Basho wrote: “…Nothing one sees is not a flower, nothing one imagines is not the moon. If what is seen is not a flower, one is like a barbarian; if what is imagined is not a flower, one is like a beast. Depart from the barbarian, break away from the beast, follow zoka, return to zoka.”
Basho seems to be arguing for a return to nature, and yet the idea of zoka is more complicated than that. Basho is arguing not for human immersion in nature only to appreciate the aesthetics of nature but also as a way to rediscover our place in nature. At the same time, Basho acknowledges the difficulty in capturing the complexity of nature. He wrote: “The heavenly skill of zoka: who could fully capture it with [painting] brush or [poetic] words?”

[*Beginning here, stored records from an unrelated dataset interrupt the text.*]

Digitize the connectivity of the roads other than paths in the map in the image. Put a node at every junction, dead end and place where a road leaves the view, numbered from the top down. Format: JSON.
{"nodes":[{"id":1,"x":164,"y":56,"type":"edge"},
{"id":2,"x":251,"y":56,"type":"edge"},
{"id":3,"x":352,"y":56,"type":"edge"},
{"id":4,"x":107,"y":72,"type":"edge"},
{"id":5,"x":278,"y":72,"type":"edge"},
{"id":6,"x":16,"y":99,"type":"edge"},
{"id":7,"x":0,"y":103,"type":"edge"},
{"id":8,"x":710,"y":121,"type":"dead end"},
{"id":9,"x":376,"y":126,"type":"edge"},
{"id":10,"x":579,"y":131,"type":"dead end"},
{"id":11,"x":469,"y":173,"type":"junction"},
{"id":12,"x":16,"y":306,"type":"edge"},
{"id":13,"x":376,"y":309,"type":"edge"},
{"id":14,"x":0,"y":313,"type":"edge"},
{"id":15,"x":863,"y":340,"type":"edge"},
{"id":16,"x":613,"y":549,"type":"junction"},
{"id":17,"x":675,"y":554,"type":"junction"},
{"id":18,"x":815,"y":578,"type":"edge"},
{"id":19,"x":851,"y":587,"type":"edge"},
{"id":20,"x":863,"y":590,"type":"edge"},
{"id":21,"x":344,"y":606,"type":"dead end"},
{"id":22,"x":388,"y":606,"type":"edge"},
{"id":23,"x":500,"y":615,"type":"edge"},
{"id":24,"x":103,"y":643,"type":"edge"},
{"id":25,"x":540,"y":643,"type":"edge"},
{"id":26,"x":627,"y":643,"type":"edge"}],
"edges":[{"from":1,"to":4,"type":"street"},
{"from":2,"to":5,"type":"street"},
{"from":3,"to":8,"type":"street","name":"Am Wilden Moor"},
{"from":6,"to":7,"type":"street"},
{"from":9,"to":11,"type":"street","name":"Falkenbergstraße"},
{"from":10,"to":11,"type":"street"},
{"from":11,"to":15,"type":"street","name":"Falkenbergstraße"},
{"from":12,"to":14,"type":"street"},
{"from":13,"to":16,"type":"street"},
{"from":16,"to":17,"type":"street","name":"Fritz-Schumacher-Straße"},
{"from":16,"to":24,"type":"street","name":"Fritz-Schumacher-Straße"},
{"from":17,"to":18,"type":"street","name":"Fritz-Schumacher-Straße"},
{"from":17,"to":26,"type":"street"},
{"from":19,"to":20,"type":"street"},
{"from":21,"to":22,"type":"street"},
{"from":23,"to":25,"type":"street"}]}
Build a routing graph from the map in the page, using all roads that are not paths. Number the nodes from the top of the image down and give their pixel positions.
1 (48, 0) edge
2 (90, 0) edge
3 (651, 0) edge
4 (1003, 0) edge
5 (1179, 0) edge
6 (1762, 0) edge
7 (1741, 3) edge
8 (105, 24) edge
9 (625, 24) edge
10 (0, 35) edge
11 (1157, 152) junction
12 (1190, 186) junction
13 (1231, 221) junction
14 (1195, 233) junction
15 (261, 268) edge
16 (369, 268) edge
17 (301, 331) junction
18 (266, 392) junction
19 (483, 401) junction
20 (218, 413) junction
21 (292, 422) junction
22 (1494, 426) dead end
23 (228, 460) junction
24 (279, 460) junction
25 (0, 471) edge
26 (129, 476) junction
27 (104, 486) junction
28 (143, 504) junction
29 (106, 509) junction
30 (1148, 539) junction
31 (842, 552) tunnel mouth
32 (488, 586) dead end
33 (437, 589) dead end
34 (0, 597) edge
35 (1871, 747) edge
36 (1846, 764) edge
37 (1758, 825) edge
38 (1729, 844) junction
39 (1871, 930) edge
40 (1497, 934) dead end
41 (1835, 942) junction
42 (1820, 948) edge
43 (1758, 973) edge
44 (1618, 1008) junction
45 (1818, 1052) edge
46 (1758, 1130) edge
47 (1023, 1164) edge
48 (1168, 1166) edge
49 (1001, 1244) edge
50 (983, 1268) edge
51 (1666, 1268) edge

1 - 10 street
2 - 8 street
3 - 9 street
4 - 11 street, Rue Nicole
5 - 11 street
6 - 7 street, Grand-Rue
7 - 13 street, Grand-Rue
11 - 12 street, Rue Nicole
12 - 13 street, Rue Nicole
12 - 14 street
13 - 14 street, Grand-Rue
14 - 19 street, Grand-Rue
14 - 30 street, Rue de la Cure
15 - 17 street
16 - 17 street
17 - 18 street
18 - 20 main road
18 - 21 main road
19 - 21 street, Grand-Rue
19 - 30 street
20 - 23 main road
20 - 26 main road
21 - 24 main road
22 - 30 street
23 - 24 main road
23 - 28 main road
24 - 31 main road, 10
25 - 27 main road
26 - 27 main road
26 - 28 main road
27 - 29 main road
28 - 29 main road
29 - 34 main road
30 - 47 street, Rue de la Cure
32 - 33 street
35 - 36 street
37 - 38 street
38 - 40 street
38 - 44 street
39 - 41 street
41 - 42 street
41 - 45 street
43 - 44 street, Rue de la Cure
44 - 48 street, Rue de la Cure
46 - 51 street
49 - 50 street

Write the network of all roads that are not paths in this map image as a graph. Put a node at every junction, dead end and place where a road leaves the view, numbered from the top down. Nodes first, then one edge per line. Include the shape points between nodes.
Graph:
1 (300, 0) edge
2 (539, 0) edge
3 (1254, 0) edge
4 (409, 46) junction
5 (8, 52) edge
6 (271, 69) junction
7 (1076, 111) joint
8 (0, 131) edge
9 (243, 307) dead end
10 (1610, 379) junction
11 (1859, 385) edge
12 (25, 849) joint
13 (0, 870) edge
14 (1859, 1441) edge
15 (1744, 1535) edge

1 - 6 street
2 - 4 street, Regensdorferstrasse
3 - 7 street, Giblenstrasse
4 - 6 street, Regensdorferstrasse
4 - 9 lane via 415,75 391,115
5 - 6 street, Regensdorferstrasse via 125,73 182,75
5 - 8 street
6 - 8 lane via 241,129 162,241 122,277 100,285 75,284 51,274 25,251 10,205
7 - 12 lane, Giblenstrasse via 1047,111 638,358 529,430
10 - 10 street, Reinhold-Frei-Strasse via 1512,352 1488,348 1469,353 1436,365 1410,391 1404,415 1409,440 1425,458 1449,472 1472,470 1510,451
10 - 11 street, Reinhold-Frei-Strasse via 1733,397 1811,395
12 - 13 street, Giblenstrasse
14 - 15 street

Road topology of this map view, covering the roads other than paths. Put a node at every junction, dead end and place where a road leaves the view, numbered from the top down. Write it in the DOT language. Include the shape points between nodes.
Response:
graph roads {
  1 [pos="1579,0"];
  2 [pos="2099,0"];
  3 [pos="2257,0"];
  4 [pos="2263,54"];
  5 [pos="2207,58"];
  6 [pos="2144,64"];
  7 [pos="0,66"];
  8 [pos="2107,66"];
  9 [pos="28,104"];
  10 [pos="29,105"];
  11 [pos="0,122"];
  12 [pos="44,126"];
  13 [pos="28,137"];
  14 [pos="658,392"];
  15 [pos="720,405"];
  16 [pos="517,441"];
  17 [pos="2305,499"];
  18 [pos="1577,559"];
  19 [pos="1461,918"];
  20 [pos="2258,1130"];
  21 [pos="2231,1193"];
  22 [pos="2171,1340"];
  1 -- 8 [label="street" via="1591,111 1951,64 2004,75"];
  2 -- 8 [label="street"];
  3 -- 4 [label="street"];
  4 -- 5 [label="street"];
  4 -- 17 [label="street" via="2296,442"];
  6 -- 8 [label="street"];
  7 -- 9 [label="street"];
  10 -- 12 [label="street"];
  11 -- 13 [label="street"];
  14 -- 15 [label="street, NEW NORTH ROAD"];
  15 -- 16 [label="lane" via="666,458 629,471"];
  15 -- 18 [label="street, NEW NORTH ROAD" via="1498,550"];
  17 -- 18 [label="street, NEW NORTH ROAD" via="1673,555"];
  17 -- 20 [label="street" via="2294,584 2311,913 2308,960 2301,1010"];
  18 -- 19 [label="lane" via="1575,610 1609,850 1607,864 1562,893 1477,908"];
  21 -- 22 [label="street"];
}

What techniques can we use to achieve the skill of zoka and thereby transform our writing? Perhaps we can understand Basho’s idea of zoka more completely by looking at a couple of his poems.
Clear voiced cuckoo,
Even you will need
The silver wings of a crane
To span the islands of Matsushima
 I am awe struck
To hear a cricket singing
Underneath the dark cavity
Of an old helmet
We notice in Basho’s haiku a combination of the high and low elements of nature. The last haiku in particular stands out through the presence of the human artifact of the soldier’s helmet. The soldier is absent from the scene but the helmet remains, placing the idea of war in our heads.
A second way of following zoka and returning to zoka is by using all our senses. Take the way in which we encounter air. We feel air through the wind on our skin and have even built objects to translate the movement of air into sound. The human species prefers, or uses almost exclusively, our sense of sight. But remember to use the other primary senses in your writing: touch; smell; taste; and sound.
A third way of following zoka and returning to zoka is by understanding human presence as part of nature. Especially in an urban or suburban setting one can’t help but notice human presence. Even when empty of people the landscape includes our walls, and such signs as the freshly mown lawn. Contemporary writing can’t help but operate from a new normal where the landscape is dominated by human traces. In today’s era, which some call the Anthropocene Era, awareness of human transformation of nature is as essential as awareness of the transformative power of nature.
We’ll end with some last words of advice from Basho: “Go to the pine if you want to learn about the pine, or to the bamboo if you want to learn about the bamboo. And in doing so, you must leave your subjective preoccupation with yourself. Otherwise you impose yourself on the object and do not learn. Your poetry issues of its own accord when you and the object have become one…”
Sources:
Barnhill, David Landis. “Zoka: The Creative in Basho’s View of Nature and Art.” Matsuo Basho’s Poetic Spaces. Kerkham, E., ed. New York: Palgrave Macmillan, 2006. 
Bashō, Matsuo. The Narrow Road to the Deep North and Other Travel Sketches. Yuasa, Nobuyuki, transl. New York: Penguin, 1966.